President Obama announced Tuesday that he will send 30,000 more U.S. troops to Afghanistan by next fall with the anticipation that they would begin coming home in July 2011. The eight-year war has taken the lives of more than 850 members of the U.S. military.
One South Carolinian who knows the Afghanistan experience very well is Richland County Representative James Smith, who served as a National Guard Captain there between May 2007 and May 2008. He commanded a team of combat advisers with the Afghan National Police.
Smith says he had an internet conversation with the person who had served as his interpreter in Afghanistan, just after the President made the announcement Tuesday night.

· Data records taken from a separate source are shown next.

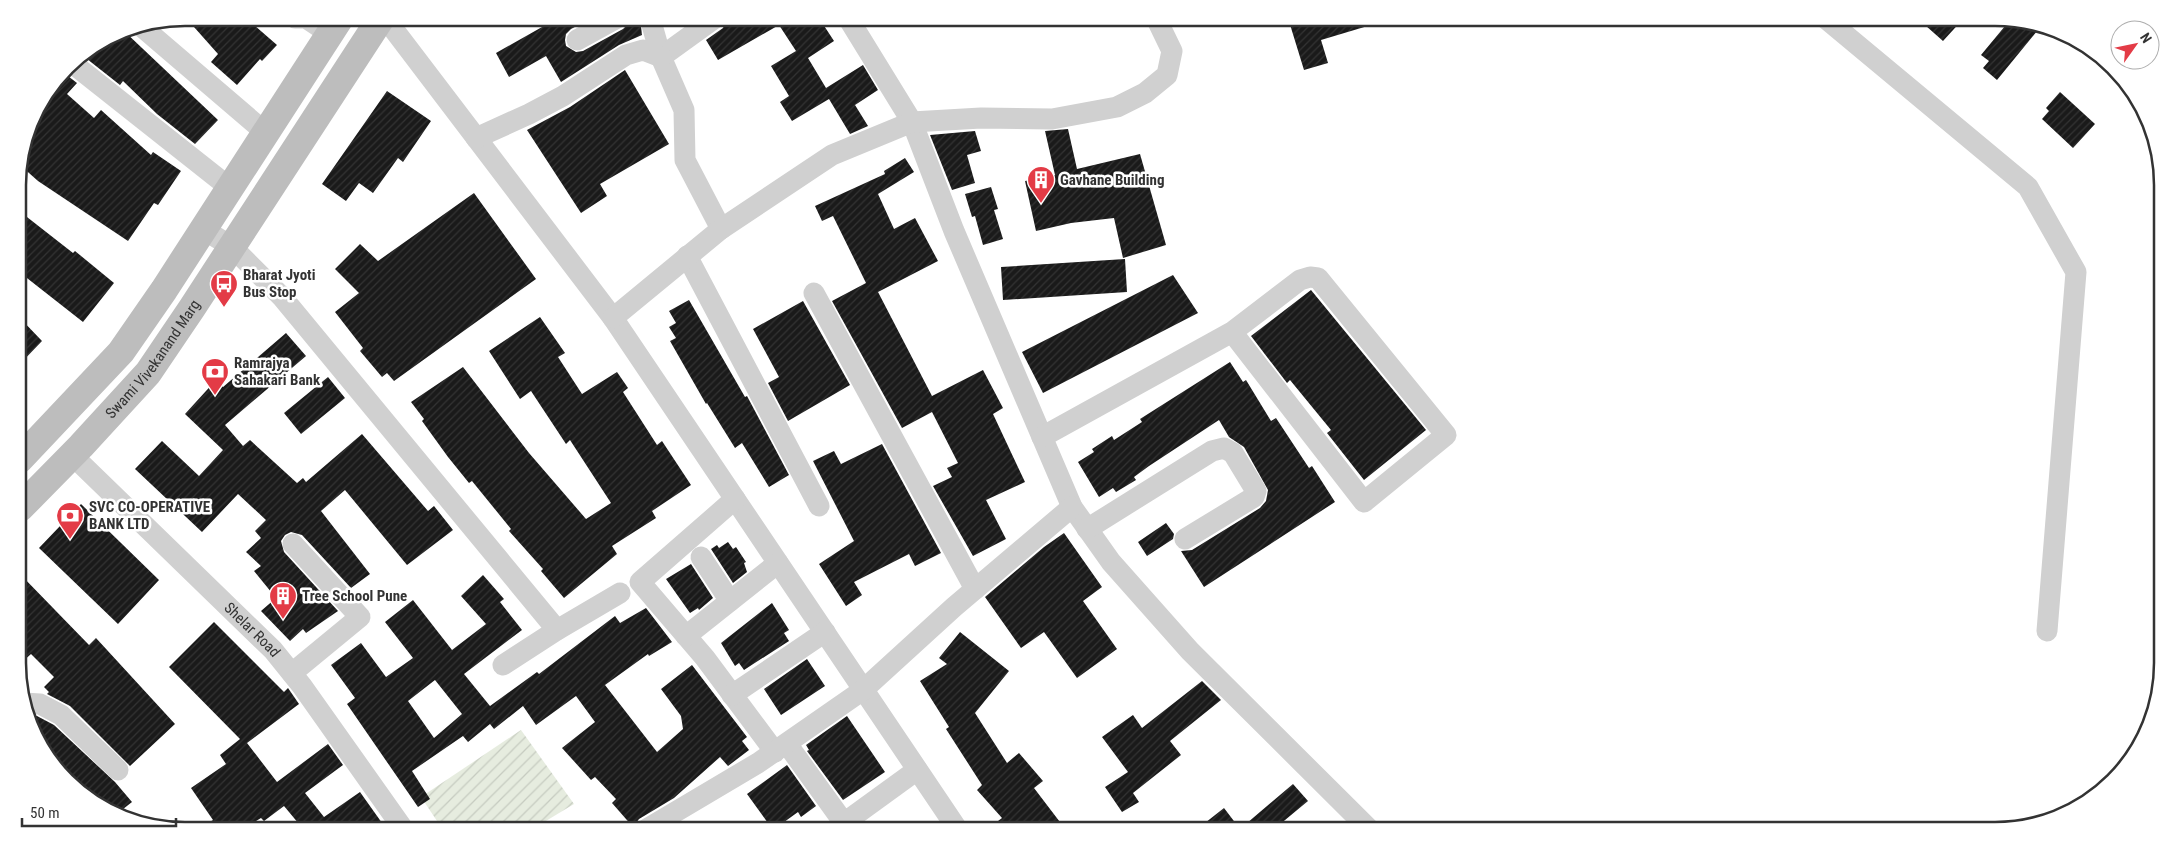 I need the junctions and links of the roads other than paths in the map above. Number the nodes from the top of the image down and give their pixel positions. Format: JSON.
{"nodes":[{"id":1,"x":1160,"y":26,"type":"edge"},
{"id":2,"x":1835,"y":26,"type":"edge"},
{"id":3,"x":334,"y":27,"type":"edge"},
{"id":4,"x":375,"y":27,"type":"edge"},
{"id":5,"x":392,"y":27,"type":"edge"},
{"id":6,"x":601,"y":27,"type":"edge"},
{"id":7,"x":652,"y":27,"type":"edge"},
{"id":8,"x":703,"y":27,"type":"edge"},
{"id":9,"x":853,"y":27,"type":"edge"},
{"id":10,"x":147,"y":31,"type":"edge"},
{"id":11,"x":577,"y":40,"type":"dead end"},
{"id":12,"x":661,"y":56,"type":"junction"},
{"id":13,"x":78,"y":68,"type":"edge"},
{"id":14,"x":912,"y":122,"type":"junction"},
{"id":15,"x":266,"y":133,"type":"junction"},
{"id":16,"x":476,"y":138,"type":"junction"},
{"id":17,"x":230,"y":188,"type":"junction"},
{"id":18,"x":721,"y":229,"type":"junction"},
{"id":19,"x":203,"y":230,"type":"junction"},
{"id":20,"x":232,"y":247,"type":"junction"},
{"id":21,"x":688,"y":256,"type":"junction"},
{"id":22,"x":814,"y":293,"type":"dead end"},
{"id":23,"x":613,"y":318,"type":"junction"},
{"id":24,"x":1232,"y":332,"type":"junction"},
{"id":25,"x":1042,"y":437,"type":"junction"},
{"id":26,"x":26,"y":452,"type":"edge"},
{"id":27,"x":72,"y":455,"type":"junction"},
{"id":28,"x":735,"y":499,"type":"junction"},
{"id":29,"x":26,"y":502,"type":"edge"},
{"id":30,"x":819,"y":506,"type":"dead end"},
{"id":31,"x":1072,"y":507,"type":"junction"},
{"id":32,"x":1087,"y":529,"type":"junction"},
{"id":33,"x":1184,"y":539,"type":"dead end"},
{"id":34,"x":293,"y":544,"type":"dead end"},
{"id":35,"x":701,"y":557,"type":"dead end"},
{"id":36,"x":778,"y":563,"type":"junction"},
{"id":37,"x":975,"y":589,"type":"junction"},
{"id":38,"x":620,"y":593,"type":"dead end"},
{"id":39,"x":730,"y":601,"type":"junction"},
{"id":40,"x":556,"y":630,"type":"junction"},
{"id":41,"x":2047,"y":631,"type":"dead end"},
{"id":42,"x":825,"y":632,"type":"junction"},
{"id":43,"x":686,"y":636,"type":"junction"},
{"id":44,"x":503,"y":665,"type":"dead end"},
{"id":45,"x":292,"y":673,"type":"junction"},
{"id":46,"x":864,"y":690,"type":"junction"},
{"id":47,"x":732,"y":695,"type":"junction"},
{"id":48,"x":32,"y":703,"type":"edge"},
{"id":49,"x":781,"y":748,"type":"junction"},
{"id":50,"x":118,"y":770,"type":"dead end"},
{"id":51,"x":917,"y":770,"type":"junction"},
{"id":52,"x":1361,"y":821,"type":"edge"},
{"id":53,"x":398,"y":822,"type":"edge"},
{"id":54,"x":659,"y":822,"type":"edge"},
{"id":55,"x":843,"y":822,"type":"edge"},
{"id":56,"x":846,"y":822,"type":"edge"},
{"id":57,"x":952,"y":822,"type":"edge"}],
"edges":[{"from":1,"to":14,"type":"street"},
{"from":2,"to":41,"type":"street"},
{"from":3,"to":15,"type":"main road","name":"Swami Vivekanand Marg"},
{"from":4,"to":20,"type":"main road","name":"Swami Vivekanand Marg"},
{"from":5,"to":16,"type":"street"},
{"from":6,"to":11,"type":"street"},
{"from":7,"to":12,"type":"street"},
{"from":8,"to":12,"type":"street"},
{"from":9,"to":14,"type":"street"},
{"from":10,"to":15,"type":"street"},
{"from":12,"to":16,"type":"street"},
{"from":12,"to":18,"type":"street"},
{"from":13,"to":17,"type":"street"},
{"from":14,"to":18,"type":"street"},
{"from":14,"to":25,"type":"street"},
{"from":15,"to":17,"type":"main road","name":"Swami Vivekanand Marg"},
{"from":16,"to":23,"type":"street"},
{"from":17,"to":19,"type":"main road","name":"Swami Vivekanand Marg"},
{"from":18,"to":21,"type":"street"},
{"from":19,"to":20,"type":"street"},
{"from":19,"to":26,"type":"main road","name":"Swami Vivekanand Marg"},
{"from":20,"to":27,"type":"main road","name":"Swami Vivekanand Marg"},
{"from":20,"to":40,"type":"street"},
{"from":21,"to":23,"type":"street"},
{"from":21,"to":30,"type":"street"},
{"from":22,"to":37,"type":"street"},
{"from":23,"to":28,"type":"street"},
{"from":24,"to":24,"type":"street"},
{"from":24,"to":25,"type":"street"},
{"from":25,"to":31,"type":"street"},
{"from":27,"to":29,"type":"main road","name":"Swami Vivekanand Marg"},
{"from":27,"to":45,"type":"street","name":"Shelar Road"},
{"from":28,"to":36,"type":"street"},
{"from":28,"to":43,"type":"street"},
{"from":31,"to":32,"type":"street"},
{"from":31,"to":37,"type":"street"},
{"from":32,"to":33,"type":"street"},
{"from":32,"to":52,"type":"street"},
{"from":34,"to":45,"type":"street"},
{"from":35,"to":39,"type":"street"},
{"from":36,"to":39,"type":"street"},
{"from":36,"to":42,"type":"street"},
{"from":37,"to":46,"type":"street"},
{"from":38,"to":40,"type":"street"},
{"from":39,"to":43,"type":"street"},
{"from":40,"to":44,"type":"street"},
{"from":42,"to":46,"type":"street"},
{"from":42,"to":47,"type":"street"},
{"from":43,"to":47,"type":"street"},
{"from":45,"to":53,"type":"street","name":"Shelar Road"},
{"from":46,"to":49,"type":"street"},
{"from":46,"to":51,"type":"street"},
{"from":47,"to":49,"type":"street"},
{"from":48,"to":50,"type":"street"},
{"from":49,"to":54,"type":"street"},
{"from":49,"to":55,"type":"street"},
{"from":51,"to":56,"type":"street"},
{"from":51,"to":57,"type":"street"}]} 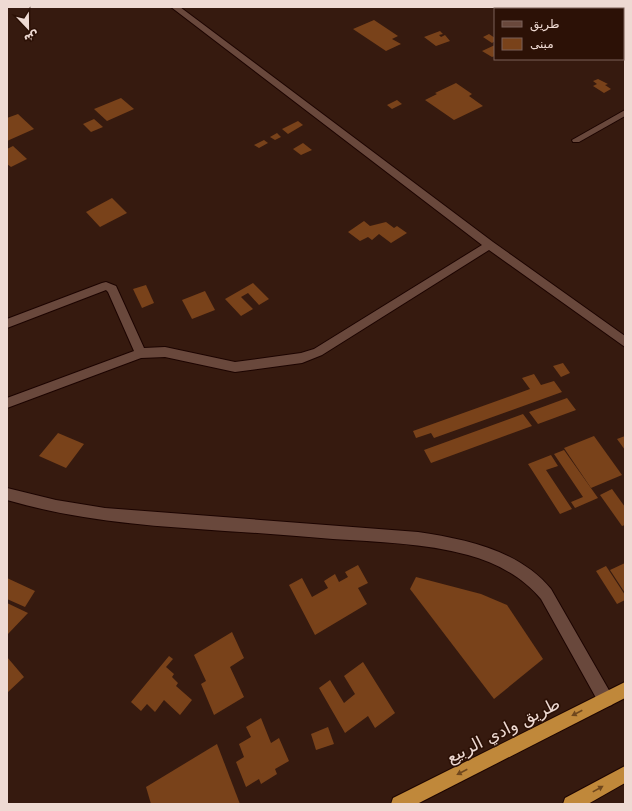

“And it was clear to me from our conversation,” said the Democrat, “that if we maintain our current effort, or begin to reduce, we’re going to see the Taliban move right back in, take over and establish a base to begin exporting terrorism again.”
National reports on Thursday said that top Democrats and Republicans are questioning whether President Obama is too focused on problems in Afghanistan at the expense of other national security priorities. House Speaker Nancy Pelosi has asked the White House to send its entire national security team to brief members of Congress about the plan.
Smith says he agrees with the President’s decision. Smith says the U.S. effort in Afghanistan has produced results and can continue to do so. “The status quo is not sustainable,” he said. “I don’t feel there are any good choices, but I feel that the President made the right choice since we have a vital national security interest in the region, not just Afghanistan. From my experience, we can be successful. We suffer from a lack of it being the priority effort early on. After eight years we would all love for everyone to come home, but that’s just not possible this time.”
In Brussels on Thursday, Richard Holbrooke, U.S. special representative for Pakistan and Afghanistan, told media that reconciliation between the current Afghan leadership and the Taliban has been on the back burner but is now moving up.